## WORK TO COMPLETE
The answer must consist of each line below that contains the string "Nardie".

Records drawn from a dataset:
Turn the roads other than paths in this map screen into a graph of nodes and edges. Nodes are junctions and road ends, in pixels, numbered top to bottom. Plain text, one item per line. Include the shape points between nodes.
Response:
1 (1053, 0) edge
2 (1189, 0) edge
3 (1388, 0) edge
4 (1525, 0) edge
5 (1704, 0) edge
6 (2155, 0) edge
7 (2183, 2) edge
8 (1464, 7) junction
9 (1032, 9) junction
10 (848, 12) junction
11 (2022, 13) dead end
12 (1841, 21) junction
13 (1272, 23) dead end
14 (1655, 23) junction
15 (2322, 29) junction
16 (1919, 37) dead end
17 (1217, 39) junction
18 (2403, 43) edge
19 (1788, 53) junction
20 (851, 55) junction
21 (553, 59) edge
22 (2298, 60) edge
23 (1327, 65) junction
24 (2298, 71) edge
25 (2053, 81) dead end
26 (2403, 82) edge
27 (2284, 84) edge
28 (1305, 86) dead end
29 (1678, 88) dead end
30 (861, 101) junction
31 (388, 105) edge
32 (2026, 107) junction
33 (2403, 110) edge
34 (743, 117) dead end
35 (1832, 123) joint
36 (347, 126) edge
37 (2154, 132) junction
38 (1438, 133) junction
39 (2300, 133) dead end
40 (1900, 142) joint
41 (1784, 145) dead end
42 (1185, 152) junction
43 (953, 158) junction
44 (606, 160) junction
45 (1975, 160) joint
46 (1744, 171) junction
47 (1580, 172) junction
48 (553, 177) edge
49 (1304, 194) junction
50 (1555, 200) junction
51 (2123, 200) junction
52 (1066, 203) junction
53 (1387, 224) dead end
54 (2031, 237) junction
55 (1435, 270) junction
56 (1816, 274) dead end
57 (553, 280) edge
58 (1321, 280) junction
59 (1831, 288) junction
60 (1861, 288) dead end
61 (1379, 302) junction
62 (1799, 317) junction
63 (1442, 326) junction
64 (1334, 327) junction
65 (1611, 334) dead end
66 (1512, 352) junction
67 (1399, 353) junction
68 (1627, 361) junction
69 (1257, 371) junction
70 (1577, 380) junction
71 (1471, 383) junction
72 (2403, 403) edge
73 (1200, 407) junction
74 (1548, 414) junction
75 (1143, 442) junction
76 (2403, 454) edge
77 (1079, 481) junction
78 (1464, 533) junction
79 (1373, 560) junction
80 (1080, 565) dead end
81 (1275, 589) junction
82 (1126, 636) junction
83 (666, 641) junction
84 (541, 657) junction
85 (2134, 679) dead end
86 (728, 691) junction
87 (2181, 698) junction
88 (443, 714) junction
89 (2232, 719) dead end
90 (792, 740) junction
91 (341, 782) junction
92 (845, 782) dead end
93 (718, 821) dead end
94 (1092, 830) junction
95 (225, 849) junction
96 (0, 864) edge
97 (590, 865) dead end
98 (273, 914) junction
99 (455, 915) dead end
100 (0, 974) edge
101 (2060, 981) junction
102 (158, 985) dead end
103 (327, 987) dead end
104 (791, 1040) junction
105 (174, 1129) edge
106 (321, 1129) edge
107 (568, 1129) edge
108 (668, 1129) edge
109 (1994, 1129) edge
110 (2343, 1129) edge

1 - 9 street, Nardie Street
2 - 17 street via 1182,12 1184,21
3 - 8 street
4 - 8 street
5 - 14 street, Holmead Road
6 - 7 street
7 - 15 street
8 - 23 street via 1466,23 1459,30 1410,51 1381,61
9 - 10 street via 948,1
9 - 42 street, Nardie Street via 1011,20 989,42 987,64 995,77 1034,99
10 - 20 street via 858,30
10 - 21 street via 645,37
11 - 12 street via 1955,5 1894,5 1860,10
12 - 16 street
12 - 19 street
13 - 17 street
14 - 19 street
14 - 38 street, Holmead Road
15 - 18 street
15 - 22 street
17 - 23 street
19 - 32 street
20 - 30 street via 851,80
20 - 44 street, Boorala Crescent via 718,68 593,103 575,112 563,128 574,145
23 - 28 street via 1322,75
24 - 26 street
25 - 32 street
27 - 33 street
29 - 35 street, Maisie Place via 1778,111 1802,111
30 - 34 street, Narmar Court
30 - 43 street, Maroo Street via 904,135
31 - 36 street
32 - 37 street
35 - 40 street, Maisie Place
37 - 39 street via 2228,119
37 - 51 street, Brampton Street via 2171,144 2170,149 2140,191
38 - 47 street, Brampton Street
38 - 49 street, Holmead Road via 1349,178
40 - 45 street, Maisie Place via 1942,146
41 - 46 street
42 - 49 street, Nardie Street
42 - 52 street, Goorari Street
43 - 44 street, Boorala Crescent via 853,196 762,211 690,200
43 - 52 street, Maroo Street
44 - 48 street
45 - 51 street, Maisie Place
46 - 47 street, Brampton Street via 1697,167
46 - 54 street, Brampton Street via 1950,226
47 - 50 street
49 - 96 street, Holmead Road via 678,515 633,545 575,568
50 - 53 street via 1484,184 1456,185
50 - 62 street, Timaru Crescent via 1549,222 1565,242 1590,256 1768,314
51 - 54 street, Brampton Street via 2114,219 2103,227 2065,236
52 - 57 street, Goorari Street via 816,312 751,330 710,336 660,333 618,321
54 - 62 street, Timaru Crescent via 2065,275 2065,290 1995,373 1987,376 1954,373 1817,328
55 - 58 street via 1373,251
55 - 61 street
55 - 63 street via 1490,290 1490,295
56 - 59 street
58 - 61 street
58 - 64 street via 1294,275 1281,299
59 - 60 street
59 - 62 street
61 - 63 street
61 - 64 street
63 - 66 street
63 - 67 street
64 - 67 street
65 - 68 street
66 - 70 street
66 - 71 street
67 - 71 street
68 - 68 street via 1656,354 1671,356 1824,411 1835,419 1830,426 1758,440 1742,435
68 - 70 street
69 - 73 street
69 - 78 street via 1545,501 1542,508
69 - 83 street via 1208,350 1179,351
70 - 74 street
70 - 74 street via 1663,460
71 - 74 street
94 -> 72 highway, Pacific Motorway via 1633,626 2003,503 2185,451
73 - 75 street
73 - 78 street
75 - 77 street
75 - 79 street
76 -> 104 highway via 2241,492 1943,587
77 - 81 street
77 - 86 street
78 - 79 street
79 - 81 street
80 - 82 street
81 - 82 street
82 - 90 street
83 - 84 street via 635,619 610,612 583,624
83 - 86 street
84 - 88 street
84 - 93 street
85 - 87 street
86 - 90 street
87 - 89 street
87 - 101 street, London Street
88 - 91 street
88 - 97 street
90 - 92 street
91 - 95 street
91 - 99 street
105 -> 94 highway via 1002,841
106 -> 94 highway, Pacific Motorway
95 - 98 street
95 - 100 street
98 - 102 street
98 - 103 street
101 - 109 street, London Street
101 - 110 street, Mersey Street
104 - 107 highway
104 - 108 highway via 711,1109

## WRITTEN SOLUTION
1 - 9 street, Nardie Street
9 - 42 street, Nardie Street via 1011,20 989,42 987,64 995,77 1034,99
42 - 49 street, Nardie Street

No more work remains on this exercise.